As President Nixon left the Soviet Union last week, many of the Jews arrested for the duration of his visit released from prison. They had held at Spulthovka, some 93 miles south of Moscow, far from Nixon’s itinerary. Among those released in the initial batch were Vladimir Slepak and the organisers of the abortive international scientific seminar, including Professor Alexander Voronel, Professor Mark Azbel and Dr. Alexander Lunts. They announced that they were now planning to hold the seminar in the autumn. Equally defiantly, Professor Alexander Lerner and his wife have begun a hunger strike.

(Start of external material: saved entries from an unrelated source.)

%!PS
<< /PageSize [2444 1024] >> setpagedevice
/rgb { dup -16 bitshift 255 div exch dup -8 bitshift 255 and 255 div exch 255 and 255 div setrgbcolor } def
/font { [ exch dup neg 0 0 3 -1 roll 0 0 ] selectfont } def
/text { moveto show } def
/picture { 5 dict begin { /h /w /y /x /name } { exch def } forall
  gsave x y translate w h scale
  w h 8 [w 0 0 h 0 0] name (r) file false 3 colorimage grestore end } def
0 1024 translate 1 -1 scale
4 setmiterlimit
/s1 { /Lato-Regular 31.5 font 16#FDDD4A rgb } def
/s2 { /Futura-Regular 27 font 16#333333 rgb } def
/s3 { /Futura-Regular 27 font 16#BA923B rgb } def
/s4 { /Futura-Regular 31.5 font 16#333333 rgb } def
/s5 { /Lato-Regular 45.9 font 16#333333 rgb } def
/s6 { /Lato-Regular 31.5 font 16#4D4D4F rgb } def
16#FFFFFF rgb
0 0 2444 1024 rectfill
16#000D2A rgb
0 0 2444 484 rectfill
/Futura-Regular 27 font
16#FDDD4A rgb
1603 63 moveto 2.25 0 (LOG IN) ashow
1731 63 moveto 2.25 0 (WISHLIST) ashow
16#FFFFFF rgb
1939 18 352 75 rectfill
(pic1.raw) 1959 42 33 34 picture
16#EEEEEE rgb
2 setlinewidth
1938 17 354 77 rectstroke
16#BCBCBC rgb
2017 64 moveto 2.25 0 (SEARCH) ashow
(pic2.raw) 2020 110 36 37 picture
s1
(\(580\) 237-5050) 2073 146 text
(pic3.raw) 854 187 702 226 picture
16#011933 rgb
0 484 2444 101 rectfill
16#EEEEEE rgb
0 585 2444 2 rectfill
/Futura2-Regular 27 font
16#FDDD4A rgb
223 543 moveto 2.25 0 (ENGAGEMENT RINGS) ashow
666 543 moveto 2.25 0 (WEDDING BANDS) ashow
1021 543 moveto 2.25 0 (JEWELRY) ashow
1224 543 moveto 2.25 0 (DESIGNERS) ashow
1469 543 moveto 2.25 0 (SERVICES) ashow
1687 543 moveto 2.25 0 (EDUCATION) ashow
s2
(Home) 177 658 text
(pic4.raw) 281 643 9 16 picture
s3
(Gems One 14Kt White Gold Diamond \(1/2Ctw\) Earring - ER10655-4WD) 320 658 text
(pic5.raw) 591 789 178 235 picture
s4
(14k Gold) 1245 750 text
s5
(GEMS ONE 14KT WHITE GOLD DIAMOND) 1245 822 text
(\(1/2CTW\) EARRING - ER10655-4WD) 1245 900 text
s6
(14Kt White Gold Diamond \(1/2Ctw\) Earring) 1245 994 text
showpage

Slepak told foreign correspondents before his arrest three weeks ago, he had been told that he could remain free if he promised not to take part in any demonstrations, write slanderous” letters or issue any statements during Nixon’s visit. He refused and was imprisoned. On release, he was driven back to the capital in a specially provided car. Slepak has been struggling to emigrate to Israel for more than five years.
The KGB had gone to great lengths provide a pretext for the disruption of the seminar whose foreign invitees included 15 Nobel Prize winners.
Several months ago, they warned Voronel that if he continued to involve himself in the seminar, he be prosecuted on a charge of national hatred. This was illogical, however, as all the participants in the seminar were judged not on their nationality, but on their professional standing. One non-Jewish delegate, Professor Yuri Orlov, a corresponding member of the Armenian Academy of Sciences, confirmed that he had wanted to attend the seminar solely because he was a scientist.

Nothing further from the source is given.